The Financial Services Commission (FSC) Securities and Futures Commission (SFC) stated on the 17th that it decided to file a complaint with the prosecution against the second-generation founder (former CEO Jang Won-jun) and the holding company of Shin Poong Pharm (Songam) for violating the prohibition on the use of undisclosed important information under the Capital Markets Act at its third regular meeting held on the 12th of this month.
The act of utilizing undisclosed important information prohibited by the Capital Markets Act refers to the behavior of insiders using undisclosed important information related to the operations of a listed company for trading of specific securities or allowing others to use that information. Those who have traded using undisclosed important information may face imprisonment for more than one year and a fine of 3 to 5 times the amount of unjust enrichment (from March 31, 2025, it may increase to 4 to 6 times). Depending on the amount of unjust enrichment, they may face enhanced punishment, including a maximum life sentence.
Songam is a family company owned by the founding family of Shin Poong Pharm, a KOSPI-listed company, and is the largest shareholder and holding company of Shin Poong Pharm. The name Songam was created based on the pen name of the late Jang Yong-taek, who was the father of the former CEO, Jang. In 2021, Shin Poong Pharm conducted domestic clinical trials for COVID-19 treatment development. However, it failed to meet the efficacy targets based on the primary endpoint in Phase 2.
According to the SFC, when the second-generation owner, former CEO Jang, learned of the Phase 2 failure, he disposed of 2 million shares of Shin Poong Pharm, which his family-run company Songam held, out of 12,821,052 shares, at a price of 84,016 won per share through off-market trading (block deal) before the information was made public in April 2021. This large sale allowed the owner family to gain 156.2 billion won in trading profits and avoid a loss of 36.9 billion won. At that time, Shin Poong Pharm's stock price had surged as its self-developed malaria treatment, Piramex, was included in the COVID-19 treatment clinical trial, but this block deal caused the stock price to plummet by more than 10%.
The SFC stated, “It is a case in which the actual owner of a KOSPI-listed company, who should set an example for capital market participants, instead took unjust enrichment by using undisclosed internal information not disclosed to the public,” and added, “We determined that the matter is serious and that it is necessary to report it to investigative authorities.”
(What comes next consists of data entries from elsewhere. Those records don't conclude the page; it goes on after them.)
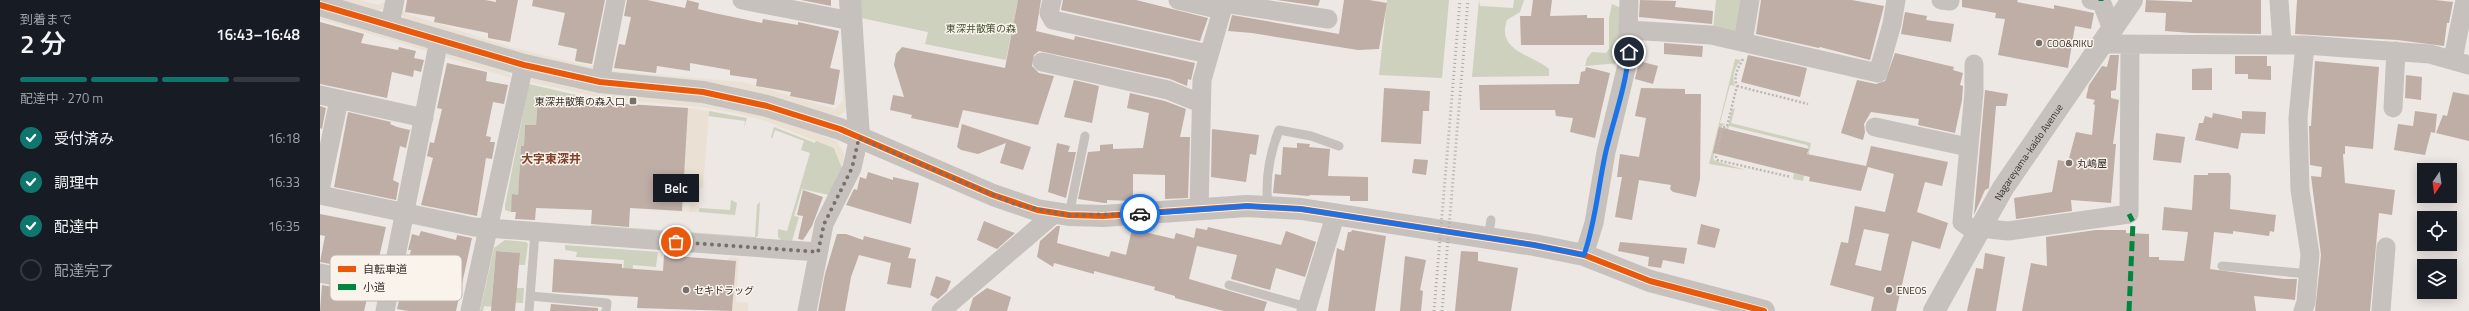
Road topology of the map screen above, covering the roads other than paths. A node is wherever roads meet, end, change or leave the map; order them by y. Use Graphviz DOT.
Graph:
graph roads {
  1 [pos="395,0"];
  2 [pos="616,0"];
  3 [pos="742,0"];
  4 [pos="1052,0"];
  5 [pos="1178,0"];
  6 [pos="1629,0"];
  7 [pos="1750,0"];
  8 [pos="1896,0"];
  9 [pos="2091,0"];
  10 [pos="2132,0"];
  11 [pos="2279,0"];
  12 [pos="2465,0"];
  13 [pos="1224,4"];
  14 [pos="320,5"];
  15 [pos="851,9"];
  16 [pos="1328,19"];
  17 [pos="390,24"];
  18 [pos="1629,30"];
  19 [pos="2107,36"];
  20 [pos="439,40"];
  21 [pos="1745,43"];
  22 [pos="2282,44"];
  23 [pos="2130,45"];
  24 [pos="2305,45"];
  25 [pos="2396,51"];
  26 [pos="1208,54"];
  27 [pos="1042,62"];
  28 [pos="2461,62"];
  29 [pos="1974,64"];
  30 [pos="524,65"];
  31 [pos="600,82"];
  32 [pos="320,95"];
  33 [pos="339,100"];
  34 [pos="1200,102"];
  35 [pos="2393,108"];
  36 [pos="424,118"];
  37 [pos="1875,127"];
  38 [pos="1085,136"];
  39 [pos="859,138"];
  40 [pos="1338,146"];
  41 [pos="1968,147"];
  42 [pos="320,190"];
  43 [pos="320,195"];
  44 [pos="1268,206"];
  45 [pos="1199,210"];
  46 [pos="405,212"];
  47 [pos="1062,214"];
  48 [pos="1336,214"];
  49 [pos="490,228"];
  50 [pos="1978,230"];
  51 [pos="535,232"];
  52 [pos="2386,247"];
  53 [pos="818,252"];
  54 [pos="396,255"];
  55 [pos="1584,255"];
  56 [pos="2222,266"];
  57 [pos="320,273"];
  58 [pos="2309,274"];
  59 [pos="330,275"];
  60 [pos="1229,285"];
  61 [pos="530,296"];
  62 [pos="387,301"];
  63 [pos="1306,309"];
  64 [pos="385,311"];
  65 [pos="470,311"];
  66 [pos="529,311"];
  67 [pos="606,311"];
  68 [pos="807,311"];
  69 [pos="941,311"];
  70 [pos="1764,311"];
  71 [pos="1934,311"];
  72 [pos="2303,311"];
  73 [pos="2380,311"];
  1 -- 17 [label="street"];
  2 -- 31 [label="street"];
  3 -- 15 [label="street"];
  4 -- 26 [label="street"];
  5 -- 13 [label="street"];
  6 -- 18 [label="street"];
  7 -- 21 [label="street"];
  8 -- 21 [label="street"];
  9 -- 19 [label="street"];
  10 -- 19 [label="street, Nagareyama-kaido Avenue"];
  11 -- 22 [label="street"];
  12 -- 28 [label="street"];
  13 -- 16 [label="street"];
  13 -- 26 [label="street"];
  14 -- 17 [label="street"];
  15 -- 39 [label="street"];
  17 -- 20 [label="street"];
  18 -- 21 [label="street"];
  18 -- 55 [label="street"];
  19 -- 23 [label="street"];
  19 -- 50 [label="street, Nagareyama-kaido Avenue"];
  20 -- 30 [label="street"];
  20 -- 36 [label="street"];
  22 -- 23 [label="street"];
  22 -- 24 [label="street"];
  23 -- 50 [label="street"];
  24 -- 25 [label="street"];
  24 -- 58 [label="street"];
  25 -- 28 [label="street"];
  25 -- 35 [label="street"];
  26 -- 34 [label="street"];
  27 -- 34 [label="street"];
  29 -- 41 [label="street"];
  30 -- 31 [label="street"];
  30 -- 49 [label="street"];
  31 -- 39 [label="street"];
  32 -- 33 [label="street"];
  33 -- 36 [label="street"];
  33 -- 42 [label="street"];
  34 -- 45 [label="street"];
  36 -- 46 [label="street"];
  37 -- 41 [label="street"];
  38 -- 47 [label="lane"];
  39 -- 47 [label="street"];
  39 -- 53 [label="street"];
  40 -- 44 [label="lane"];
  41 -- 50 [label="street"];
  43 -- 46 [label="street"];
  44 -- 45 [label="street"];
  44 -- 48 [label="street"];
  45 -- 47 [label="street"];
  46 -- 49 [label="street"];
  46 -- 54 [label="street"];
  47 -- 69 [label="street"];
  48 -- 55 [label="street"];
  48 -- 63 [label="street"];
  49 -- 51 [label="street"];
  49 -- 65 [label="street"];
  50 -- 71 [label="street, Nagareyama-kaido Avenue"];
  51 -- 53 [label="street"];
  51 -- 61 [label="lane"];
  52 -- 73 [label="street"];
  53 -- 68 [label="street"];
  55 -- 70 [label="street"];
  56 -- 58 [label="lane"];
  57 -- 59 [label="street"];
  58 -- 72 [label="street"];
  60 -- 63 [label="lane"];
  61 -- 66 [label="lane"];
  61 -- 67 [label="lane"];
  62 -- 64 [label="street"];
}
The SFC indicated that if an insider traded while being aware of the information, it is considered as having utilized that information for trading unless there are special circumstances, and they may be punished regardless of profit and loss. In the past, only criminal penalties were possible for the three major unfair trading practices under the Capital Markets Act (use of undisclosed important information, price manipulation, and illegal trading), but since January 19 of last year, a penalty surcharge of up to two times the amount of unjust enrichment has also become possible.
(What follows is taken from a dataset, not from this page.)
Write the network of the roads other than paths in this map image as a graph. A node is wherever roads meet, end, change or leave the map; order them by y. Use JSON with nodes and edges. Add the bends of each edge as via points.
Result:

Meanwhile, former CEO Jang is already on trial for allegedly creating a total of 9.1 billion won in slush funds using a method of inflating the raw material supply price or pretending to trade between April 2008 and September 2017 to receive the price difference. He was sentenced to prison in both the first and second trials.
The SFC stated, “We will continue to take strict action against insider trading and various unfair trading practices that utilize information asymmetry in the capital market to create a trustworthy capital market for investors,” and urged, “Listed companies should strengthen internal controls to prevent declines in investor trust caused by unfair trading by insiders such as major shareholders, CEOs, and executives.”